WHAT THIS TASK INVOLVES
Only lines with the string "roads" matter here; gather them from the material below.

AVAILABLE DATA
● ● ● ● ● ● ●

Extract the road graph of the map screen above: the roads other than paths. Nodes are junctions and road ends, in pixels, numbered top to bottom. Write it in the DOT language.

● ● ● ● ● ● ●

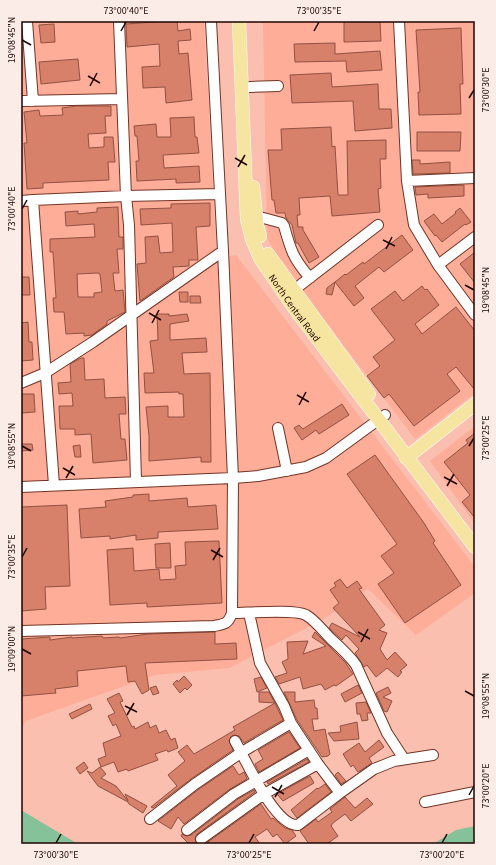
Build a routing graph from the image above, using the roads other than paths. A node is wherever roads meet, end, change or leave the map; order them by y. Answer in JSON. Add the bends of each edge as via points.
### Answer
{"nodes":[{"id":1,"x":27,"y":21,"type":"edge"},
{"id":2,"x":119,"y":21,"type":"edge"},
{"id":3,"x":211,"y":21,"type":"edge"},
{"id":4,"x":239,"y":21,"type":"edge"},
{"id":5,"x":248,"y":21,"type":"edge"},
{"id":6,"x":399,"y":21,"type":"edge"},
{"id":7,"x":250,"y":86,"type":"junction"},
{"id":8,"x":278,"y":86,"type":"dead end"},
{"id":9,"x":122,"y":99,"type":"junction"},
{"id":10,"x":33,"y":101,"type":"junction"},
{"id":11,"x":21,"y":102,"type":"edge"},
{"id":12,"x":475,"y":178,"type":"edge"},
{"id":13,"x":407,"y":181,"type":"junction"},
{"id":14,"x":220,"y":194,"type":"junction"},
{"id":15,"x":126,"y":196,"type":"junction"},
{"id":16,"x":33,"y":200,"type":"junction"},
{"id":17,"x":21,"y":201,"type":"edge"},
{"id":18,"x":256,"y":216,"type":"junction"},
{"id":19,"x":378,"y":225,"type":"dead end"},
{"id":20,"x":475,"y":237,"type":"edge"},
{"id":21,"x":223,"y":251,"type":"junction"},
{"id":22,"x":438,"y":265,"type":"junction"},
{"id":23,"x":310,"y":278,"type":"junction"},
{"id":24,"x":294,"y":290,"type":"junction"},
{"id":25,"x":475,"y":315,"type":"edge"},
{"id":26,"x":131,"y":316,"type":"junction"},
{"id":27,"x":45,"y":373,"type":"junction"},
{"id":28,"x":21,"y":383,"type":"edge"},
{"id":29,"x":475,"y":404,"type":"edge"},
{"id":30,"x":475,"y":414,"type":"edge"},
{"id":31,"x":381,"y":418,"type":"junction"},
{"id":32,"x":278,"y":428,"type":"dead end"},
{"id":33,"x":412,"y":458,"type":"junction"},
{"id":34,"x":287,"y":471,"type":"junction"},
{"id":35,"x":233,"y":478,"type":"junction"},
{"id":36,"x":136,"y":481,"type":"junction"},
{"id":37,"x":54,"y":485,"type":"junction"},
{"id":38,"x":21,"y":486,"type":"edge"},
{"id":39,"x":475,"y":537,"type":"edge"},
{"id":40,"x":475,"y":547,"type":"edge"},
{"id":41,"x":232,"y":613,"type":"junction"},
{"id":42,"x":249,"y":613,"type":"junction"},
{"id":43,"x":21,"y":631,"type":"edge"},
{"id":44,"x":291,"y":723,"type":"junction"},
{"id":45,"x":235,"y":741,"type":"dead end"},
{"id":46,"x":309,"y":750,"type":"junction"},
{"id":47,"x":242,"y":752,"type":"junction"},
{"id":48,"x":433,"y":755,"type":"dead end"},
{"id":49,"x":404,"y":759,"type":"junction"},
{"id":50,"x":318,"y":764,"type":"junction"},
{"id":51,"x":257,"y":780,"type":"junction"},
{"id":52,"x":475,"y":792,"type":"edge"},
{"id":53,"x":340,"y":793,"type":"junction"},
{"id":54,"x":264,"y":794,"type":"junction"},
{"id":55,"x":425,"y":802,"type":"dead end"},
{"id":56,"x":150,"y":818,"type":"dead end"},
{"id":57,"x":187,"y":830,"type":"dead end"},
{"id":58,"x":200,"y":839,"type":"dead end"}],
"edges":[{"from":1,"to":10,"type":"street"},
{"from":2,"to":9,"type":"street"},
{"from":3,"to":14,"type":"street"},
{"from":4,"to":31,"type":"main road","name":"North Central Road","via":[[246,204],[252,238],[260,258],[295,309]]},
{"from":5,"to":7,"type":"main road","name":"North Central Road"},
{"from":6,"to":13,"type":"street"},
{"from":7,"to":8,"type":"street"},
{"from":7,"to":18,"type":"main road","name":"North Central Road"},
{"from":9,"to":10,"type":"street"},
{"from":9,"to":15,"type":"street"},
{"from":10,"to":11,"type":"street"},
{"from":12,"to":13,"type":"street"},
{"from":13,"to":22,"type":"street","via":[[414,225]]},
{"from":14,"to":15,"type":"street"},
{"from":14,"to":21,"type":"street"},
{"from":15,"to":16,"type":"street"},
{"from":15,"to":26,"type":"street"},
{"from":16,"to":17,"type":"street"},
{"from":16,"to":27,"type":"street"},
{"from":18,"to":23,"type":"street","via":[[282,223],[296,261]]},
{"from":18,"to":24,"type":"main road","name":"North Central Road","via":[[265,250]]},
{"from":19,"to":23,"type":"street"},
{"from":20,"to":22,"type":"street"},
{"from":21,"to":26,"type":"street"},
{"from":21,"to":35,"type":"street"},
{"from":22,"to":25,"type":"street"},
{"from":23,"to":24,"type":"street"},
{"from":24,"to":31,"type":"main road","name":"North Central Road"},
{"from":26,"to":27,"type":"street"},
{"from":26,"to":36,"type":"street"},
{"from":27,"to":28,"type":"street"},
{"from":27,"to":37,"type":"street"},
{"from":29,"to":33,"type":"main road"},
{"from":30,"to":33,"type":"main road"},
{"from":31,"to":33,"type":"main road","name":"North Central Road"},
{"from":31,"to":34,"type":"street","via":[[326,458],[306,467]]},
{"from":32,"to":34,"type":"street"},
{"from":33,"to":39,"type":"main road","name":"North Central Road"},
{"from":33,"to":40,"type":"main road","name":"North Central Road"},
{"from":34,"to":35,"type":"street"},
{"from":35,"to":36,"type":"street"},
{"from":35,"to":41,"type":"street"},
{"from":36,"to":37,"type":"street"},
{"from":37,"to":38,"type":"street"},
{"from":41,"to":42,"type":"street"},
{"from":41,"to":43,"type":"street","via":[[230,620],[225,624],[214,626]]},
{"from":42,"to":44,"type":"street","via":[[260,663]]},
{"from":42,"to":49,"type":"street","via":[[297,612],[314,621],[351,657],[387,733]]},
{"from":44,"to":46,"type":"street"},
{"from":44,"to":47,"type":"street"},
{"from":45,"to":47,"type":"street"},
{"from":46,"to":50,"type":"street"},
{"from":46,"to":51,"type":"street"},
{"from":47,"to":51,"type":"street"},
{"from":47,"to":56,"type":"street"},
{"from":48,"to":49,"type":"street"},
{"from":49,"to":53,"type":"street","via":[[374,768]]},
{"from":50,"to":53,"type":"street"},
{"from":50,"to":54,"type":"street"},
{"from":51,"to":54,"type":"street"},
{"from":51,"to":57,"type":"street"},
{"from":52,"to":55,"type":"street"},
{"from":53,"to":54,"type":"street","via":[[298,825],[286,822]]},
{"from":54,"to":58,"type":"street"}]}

● ● ● ● ● ● ●

SOLUTION
Extract the road graph of the map screen above: the roads other than paths. Nodes are junctions and road ends, in pixels, numbered top to bottom. Write it in the DOT language.
Build a routing graph from the image above, using the roads other than paths. A node is wherever roads meet, end, change or leave the map; order them by y. Answer in JSON. Add the bends of each edge as via points.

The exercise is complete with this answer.